» Record excerpts

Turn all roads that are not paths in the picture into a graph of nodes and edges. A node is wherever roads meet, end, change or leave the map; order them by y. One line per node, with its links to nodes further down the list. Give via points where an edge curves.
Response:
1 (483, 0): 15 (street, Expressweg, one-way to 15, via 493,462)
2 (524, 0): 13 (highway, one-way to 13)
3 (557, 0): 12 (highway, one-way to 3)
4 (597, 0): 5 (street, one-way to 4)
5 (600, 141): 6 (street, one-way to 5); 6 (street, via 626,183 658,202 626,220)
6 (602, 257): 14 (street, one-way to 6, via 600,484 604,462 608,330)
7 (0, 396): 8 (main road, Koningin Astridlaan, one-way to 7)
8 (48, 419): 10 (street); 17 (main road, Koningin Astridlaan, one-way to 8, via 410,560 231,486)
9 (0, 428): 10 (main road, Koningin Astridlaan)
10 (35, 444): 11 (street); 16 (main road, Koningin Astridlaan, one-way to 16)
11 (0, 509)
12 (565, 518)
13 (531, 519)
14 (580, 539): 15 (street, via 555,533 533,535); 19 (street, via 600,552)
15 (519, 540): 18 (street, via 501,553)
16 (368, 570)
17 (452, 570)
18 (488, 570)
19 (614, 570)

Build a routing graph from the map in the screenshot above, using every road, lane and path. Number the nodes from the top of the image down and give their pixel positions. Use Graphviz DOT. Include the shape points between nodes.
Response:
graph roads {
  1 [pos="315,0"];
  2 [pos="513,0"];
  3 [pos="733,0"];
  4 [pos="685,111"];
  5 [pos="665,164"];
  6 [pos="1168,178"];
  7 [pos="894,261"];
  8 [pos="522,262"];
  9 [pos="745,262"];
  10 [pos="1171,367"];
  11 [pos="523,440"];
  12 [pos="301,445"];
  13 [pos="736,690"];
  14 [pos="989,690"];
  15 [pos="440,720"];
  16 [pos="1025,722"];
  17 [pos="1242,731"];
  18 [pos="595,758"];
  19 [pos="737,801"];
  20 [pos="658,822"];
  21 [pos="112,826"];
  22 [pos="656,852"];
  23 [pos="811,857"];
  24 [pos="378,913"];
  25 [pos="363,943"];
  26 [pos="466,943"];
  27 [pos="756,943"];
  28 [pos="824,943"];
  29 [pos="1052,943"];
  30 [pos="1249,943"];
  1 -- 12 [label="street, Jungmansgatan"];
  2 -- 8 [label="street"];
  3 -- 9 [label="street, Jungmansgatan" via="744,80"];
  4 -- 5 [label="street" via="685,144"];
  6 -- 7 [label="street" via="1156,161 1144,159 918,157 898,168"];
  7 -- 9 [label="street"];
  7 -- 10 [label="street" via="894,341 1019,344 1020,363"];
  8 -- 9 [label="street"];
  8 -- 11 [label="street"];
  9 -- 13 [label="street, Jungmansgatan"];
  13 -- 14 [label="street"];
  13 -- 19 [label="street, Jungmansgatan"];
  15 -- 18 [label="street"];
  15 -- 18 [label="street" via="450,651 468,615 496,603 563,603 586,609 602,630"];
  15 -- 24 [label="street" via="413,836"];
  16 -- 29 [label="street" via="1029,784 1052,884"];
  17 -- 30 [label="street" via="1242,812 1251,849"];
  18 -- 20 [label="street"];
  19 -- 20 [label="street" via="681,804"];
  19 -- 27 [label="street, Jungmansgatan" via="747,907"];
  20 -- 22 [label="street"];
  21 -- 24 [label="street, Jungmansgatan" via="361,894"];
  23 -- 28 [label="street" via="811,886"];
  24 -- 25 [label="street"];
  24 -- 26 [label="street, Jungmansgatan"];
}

---

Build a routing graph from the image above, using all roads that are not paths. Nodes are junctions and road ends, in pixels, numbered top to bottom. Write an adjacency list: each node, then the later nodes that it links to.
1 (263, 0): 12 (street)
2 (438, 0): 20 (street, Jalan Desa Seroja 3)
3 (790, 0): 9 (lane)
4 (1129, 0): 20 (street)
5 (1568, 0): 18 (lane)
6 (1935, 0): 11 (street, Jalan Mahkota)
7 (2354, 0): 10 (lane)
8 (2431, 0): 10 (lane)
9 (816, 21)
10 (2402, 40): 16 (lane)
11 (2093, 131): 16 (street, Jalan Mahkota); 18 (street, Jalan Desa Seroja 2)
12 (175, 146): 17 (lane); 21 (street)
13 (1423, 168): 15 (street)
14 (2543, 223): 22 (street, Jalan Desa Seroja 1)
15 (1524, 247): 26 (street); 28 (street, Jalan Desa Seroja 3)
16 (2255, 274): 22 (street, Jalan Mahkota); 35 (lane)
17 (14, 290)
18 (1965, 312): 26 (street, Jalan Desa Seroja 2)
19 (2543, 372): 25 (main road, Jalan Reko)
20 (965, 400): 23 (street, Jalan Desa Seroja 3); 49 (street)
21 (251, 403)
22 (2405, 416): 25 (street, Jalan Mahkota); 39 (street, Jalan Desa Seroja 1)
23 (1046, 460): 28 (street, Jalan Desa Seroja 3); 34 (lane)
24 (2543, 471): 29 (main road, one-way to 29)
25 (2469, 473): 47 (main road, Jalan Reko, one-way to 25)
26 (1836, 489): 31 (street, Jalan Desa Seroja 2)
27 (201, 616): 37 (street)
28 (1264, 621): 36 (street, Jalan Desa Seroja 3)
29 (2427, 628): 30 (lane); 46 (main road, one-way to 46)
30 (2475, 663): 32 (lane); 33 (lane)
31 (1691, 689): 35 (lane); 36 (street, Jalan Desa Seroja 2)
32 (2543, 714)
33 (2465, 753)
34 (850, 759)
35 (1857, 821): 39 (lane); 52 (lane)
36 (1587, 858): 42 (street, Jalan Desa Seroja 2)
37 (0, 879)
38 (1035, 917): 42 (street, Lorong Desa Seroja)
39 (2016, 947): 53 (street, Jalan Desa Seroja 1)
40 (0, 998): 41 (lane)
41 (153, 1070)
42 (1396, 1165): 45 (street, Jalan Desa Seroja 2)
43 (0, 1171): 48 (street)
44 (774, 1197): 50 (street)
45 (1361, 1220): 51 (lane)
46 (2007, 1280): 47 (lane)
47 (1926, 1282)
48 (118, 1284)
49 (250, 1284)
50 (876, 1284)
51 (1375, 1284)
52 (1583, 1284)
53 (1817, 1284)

» What you are asked to do
Take each line above that contains "down" and copy it out.

» Task answer
Turn all roads that are not paths in the picture into a graph of nodes and edges. A node is wherever roads meet, end, change or leave the map; order them by y. One line per node, with its links to nodes further down the list. Give via points where an edge curves.
Build a routing graph from the map in the screenshot above, using every road, lane and path. Number the nodes from the top of the image down and give their pixel positions. Use Graphviz DOT. Include the shape points between nodes.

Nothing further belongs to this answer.